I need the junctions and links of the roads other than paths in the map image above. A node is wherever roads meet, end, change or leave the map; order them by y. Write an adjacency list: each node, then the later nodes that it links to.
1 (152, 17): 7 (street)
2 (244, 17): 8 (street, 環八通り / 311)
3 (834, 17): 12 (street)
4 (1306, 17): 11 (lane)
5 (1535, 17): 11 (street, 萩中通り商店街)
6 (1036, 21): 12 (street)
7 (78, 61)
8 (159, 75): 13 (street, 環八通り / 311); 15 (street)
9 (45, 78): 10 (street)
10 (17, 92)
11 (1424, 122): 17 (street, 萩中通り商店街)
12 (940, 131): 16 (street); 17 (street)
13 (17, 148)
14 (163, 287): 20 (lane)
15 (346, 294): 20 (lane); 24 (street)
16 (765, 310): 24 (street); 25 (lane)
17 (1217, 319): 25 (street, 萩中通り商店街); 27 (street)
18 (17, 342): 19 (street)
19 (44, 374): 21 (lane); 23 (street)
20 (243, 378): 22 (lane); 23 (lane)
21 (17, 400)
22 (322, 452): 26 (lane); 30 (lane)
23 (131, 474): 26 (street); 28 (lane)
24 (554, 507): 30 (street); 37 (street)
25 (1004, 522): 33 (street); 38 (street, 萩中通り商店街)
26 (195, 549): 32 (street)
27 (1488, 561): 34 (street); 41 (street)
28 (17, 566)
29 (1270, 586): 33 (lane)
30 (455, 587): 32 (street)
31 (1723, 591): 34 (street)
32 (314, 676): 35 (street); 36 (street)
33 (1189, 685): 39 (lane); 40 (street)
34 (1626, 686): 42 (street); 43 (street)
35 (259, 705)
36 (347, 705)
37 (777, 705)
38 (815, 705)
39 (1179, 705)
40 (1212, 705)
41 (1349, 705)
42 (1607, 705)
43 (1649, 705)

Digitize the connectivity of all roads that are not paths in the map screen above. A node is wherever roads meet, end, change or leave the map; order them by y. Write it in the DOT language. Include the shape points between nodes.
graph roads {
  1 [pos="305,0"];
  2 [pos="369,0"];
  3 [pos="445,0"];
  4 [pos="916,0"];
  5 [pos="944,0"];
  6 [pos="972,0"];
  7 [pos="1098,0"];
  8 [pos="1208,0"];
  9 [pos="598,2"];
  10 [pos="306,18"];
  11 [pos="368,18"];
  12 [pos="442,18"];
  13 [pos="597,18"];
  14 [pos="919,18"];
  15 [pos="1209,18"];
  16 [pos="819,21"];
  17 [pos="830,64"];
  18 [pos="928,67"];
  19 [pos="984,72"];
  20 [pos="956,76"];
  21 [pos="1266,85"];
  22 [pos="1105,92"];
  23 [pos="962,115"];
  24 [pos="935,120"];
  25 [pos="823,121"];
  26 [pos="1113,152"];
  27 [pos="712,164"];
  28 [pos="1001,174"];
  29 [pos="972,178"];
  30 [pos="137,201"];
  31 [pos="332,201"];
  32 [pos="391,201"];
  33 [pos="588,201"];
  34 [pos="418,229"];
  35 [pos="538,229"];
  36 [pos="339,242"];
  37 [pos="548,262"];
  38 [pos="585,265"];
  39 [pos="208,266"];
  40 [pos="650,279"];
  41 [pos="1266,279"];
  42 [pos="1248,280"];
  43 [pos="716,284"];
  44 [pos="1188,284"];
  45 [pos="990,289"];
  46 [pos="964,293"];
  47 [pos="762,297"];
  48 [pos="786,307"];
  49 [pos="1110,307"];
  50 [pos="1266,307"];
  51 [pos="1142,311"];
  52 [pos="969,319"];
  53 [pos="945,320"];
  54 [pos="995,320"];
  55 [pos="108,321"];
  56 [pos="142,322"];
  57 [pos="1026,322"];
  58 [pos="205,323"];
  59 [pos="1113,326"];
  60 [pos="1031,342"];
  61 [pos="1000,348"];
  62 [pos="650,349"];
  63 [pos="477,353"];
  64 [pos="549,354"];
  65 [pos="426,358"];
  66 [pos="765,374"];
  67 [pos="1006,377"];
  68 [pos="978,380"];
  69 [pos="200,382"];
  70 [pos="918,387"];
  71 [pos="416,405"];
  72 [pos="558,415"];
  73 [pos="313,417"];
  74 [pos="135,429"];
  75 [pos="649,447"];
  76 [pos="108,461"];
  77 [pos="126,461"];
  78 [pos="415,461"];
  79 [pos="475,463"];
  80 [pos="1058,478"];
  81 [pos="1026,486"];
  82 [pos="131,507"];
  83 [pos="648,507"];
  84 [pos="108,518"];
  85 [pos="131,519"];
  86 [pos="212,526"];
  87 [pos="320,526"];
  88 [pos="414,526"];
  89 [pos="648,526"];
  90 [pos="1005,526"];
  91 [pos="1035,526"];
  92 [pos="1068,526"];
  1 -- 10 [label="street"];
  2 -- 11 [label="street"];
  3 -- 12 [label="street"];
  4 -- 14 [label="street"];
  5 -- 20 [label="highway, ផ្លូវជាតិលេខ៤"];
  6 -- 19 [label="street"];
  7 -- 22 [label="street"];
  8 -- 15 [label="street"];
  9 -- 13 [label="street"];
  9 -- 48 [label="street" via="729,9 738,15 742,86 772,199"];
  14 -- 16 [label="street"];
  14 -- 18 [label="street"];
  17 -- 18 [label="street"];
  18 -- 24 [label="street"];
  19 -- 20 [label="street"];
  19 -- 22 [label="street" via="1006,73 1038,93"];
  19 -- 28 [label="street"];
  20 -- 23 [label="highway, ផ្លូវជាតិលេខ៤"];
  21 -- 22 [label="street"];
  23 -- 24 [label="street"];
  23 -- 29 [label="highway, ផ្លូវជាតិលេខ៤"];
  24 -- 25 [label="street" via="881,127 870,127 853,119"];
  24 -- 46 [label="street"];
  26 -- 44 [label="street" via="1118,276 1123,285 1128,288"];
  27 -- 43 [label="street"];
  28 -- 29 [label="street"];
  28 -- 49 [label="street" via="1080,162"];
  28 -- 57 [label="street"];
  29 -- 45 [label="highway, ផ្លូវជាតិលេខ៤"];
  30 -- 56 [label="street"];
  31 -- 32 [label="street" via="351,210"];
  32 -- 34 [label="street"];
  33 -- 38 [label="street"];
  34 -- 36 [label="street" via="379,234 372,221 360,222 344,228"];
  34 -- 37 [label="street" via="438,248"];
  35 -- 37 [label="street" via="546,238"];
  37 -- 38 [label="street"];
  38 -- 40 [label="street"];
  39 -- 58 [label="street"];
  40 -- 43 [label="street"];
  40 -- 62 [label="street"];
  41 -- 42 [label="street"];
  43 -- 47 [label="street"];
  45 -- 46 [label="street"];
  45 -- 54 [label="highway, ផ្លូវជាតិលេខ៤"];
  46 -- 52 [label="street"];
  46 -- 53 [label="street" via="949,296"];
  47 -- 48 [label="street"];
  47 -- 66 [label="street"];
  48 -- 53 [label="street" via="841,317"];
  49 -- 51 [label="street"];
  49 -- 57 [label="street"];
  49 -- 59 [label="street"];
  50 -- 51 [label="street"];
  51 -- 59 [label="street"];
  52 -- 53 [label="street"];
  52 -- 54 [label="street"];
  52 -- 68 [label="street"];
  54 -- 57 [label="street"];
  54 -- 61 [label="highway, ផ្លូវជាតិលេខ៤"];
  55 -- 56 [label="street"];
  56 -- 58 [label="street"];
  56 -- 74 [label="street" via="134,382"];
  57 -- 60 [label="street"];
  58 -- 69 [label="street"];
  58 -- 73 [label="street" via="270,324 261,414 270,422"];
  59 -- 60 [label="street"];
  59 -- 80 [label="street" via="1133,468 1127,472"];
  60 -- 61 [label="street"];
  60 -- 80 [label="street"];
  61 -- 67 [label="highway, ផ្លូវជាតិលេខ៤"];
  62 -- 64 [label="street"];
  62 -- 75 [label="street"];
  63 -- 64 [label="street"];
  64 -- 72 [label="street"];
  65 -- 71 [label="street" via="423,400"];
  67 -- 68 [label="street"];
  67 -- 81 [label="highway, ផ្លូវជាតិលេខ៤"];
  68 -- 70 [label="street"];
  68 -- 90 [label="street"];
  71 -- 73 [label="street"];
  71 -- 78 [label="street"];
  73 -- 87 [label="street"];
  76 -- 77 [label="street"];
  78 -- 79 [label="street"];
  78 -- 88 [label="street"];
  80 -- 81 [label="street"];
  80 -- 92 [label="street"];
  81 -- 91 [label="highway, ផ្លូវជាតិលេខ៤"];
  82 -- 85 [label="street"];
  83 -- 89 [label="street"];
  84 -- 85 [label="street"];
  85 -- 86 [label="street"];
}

+++

• Task prompt:
Look through the entries and return each line that has the word "萩中通り商店街" in it.

• Output for this exercise:
5 (1535, 17): 11 (street, 萩中通り商店街)
11 (1424, 122): 17 (street, 萩中通り商店街)
17 (1217, 319): 25 (street, 萩中通り商店街); 27 (street)
25 (1004, 522): 33 (street); 38 (street, 萩中通り商店街)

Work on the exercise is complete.